■ **Provided data**:
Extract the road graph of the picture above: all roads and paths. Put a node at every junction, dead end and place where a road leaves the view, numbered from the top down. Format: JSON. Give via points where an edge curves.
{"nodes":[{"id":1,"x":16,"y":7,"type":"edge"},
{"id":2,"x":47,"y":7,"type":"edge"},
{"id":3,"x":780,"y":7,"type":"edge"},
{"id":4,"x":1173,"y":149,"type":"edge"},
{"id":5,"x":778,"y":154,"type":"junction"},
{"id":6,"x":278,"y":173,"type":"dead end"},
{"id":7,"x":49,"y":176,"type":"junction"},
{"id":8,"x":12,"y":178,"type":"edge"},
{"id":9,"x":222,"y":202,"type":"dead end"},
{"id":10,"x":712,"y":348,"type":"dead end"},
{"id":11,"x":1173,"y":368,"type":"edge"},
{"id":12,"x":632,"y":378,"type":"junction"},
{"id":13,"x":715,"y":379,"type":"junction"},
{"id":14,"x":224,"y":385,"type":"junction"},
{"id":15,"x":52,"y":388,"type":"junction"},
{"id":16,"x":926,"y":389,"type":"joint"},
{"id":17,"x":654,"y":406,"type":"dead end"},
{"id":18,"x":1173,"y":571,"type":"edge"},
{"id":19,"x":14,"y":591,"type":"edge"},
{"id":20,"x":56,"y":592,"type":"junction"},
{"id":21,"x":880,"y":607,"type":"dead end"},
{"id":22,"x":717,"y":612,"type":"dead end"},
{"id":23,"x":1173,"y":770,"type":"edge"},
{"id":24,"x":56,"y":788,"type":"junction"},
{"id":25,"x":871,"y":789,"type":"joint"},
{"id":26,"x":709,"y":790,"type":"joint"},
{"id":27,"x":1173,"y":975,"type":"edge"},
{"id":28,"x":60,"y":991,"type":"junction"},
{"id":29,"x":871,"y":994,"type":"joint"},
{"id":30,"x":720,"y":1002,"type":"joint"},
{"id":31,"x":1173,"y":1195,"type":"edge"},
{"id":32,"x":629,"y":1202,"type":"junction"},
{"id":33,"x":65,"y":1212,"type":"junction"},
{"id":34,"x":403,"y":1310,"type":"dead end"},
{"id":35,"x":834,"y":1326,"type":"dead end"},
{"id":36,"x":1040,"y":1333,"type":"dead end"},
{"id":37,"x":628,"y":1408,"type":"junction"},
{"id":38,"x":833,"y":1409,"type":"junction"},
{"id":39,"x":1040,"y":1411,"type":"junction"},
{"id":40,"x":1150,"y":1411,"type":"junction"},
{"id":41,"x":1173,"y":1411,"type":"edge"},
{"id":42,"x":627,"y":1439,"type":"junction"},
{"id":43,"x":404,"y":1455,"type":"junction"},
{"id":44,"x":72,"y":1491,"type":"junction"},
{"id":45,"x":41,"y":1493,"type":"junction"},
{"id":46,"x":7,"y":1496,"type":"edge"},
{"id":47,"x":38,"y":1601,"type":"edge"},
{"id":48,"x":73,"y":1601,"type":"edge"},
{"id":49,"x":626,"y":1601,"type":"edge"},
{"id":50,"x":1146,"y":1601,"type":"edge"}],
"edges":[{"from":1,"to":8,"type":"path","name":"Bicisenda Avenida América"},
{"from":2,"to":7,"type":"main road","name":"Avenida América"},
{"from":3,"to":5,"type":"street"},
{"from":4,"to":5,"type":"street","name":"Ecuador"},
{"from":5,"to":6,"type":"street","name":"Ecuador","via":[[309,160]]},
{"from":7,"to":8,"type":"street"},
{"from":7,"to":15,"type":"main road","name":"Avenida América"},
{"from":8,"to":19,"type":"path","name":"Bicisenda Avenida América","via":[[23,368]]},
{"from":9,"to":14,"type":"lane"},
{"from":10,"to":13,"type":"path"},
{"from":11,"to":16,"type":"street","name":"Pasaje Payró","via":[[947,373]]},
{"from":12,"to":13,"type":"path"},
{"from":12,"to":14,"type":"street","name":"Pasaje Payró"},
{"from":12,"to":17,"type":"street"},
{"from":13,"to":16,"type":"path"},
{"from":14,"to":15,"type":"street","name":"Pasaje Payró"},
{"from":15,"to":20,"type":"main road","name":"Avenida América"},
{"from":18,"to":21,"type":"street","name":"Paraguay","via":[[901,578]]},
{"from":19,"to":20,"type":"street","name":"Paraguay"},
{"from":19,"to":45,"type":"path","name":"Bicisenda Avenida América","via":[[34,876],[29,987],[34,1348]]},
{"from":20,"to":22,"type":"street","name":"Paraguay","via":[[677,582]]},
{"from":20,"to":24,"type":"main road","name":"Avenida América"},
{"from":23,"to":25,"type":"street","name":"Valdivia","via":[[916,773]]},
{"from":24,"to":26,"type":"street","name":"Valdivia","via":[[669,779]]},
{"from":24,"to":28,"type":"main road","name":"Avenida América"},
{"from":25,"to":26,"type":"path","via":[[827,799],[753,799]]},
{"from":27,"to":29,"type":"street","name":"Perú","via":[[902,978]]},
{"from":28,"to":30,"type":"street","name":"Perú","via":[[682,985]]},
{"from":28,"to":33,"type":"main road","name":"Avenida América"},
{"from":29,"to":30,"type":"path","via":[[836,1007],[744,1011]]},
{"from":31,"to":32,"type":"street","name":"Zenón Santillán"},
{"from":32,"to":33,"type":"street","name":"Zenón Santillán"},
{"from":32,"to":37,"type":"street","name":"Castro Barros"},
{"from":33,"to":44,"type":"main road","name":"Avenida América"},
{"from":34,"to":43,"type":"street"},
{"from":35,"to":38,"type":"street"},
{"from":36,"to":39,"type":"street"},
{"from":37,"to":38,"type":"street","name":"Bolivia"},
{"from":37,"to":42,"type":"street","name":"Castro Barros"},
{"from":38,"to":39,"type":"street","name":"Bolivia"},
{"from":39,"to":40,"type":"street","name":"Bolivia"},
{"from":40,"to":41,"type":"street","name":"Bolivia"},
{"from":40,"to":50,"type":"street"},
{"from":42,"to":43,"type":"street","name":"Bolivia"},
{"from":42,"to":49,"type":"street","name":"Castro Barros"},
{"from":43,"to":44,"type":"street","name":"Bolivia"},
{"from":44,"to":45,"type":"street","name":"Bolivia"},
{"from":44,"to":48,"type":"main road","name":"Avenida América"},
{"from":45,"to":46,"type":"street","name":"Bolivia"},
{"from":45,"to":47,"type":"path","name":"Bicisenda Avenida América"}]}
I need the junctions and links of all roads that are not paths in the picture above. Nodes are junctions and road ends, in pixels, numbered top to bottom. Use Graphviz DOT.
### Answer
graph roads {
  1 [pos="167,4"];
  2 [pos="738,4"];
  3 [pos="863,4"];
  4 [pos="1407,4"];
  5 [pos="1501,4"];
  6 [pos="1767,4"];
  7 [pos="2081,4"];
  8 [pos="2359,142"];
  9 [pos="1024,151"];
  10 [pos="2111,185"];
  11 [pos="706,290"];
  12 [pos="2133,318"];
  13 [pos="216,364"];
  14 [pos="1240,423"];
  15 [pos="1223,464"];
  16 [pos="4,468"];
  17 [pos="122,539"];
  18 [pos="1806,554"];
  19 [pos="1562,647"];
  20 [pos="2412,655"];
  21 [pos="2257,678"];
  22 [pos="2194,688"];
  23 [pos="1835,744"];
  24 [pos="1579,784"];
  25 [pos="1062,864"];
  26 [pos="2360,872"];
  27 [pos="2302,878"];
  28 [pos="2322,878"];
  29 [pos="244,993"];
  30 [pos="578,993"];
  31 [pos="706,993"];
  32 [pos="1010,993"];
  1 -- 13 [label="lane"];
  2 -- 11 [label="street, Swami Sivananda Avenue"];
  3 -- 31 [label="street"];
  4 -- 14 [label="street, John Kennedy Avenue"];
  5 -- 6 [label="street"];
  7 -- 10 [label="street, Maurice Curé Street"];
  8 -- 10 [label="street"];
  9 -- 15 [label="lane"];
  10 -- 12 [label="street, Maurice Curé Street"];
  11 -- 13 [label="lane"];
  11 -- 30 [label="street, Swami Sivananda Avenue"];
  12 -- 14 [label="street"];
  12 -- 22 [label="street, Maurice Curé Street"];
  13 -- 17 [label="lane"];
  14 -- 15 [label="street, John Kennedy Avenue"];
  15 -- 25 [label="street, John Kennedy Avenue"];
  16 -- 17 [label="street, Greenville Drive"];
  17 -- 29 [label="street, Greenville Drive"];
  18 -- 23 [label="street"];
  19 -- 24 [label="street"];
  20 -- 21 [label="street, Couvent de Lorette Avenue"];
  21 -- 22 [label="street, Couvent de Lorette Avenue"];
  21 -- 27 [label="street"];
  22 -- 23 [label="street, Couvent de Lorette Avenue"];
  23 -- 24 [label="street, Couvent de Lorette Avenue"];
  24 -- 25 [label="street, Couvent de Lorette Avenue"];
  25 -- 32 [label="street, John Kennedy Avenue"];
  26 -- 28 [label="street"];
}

■ **Task item**: Go through the records above and, whenever a line includes the word "picture", copy it.

■ **Exercise result**:
Extract the road graph of the picture above: all roads and paths. Put a node at every junction, dead end and place where a road leaves the view, numbered from the top down. Format: JSON. Give via points where an edge curves.
I need the junctions and links of all roads that are not paths in the picture above. Nodes are junctions and road ends, in pixels, numbered top to bottom. Use Graphviz DOT.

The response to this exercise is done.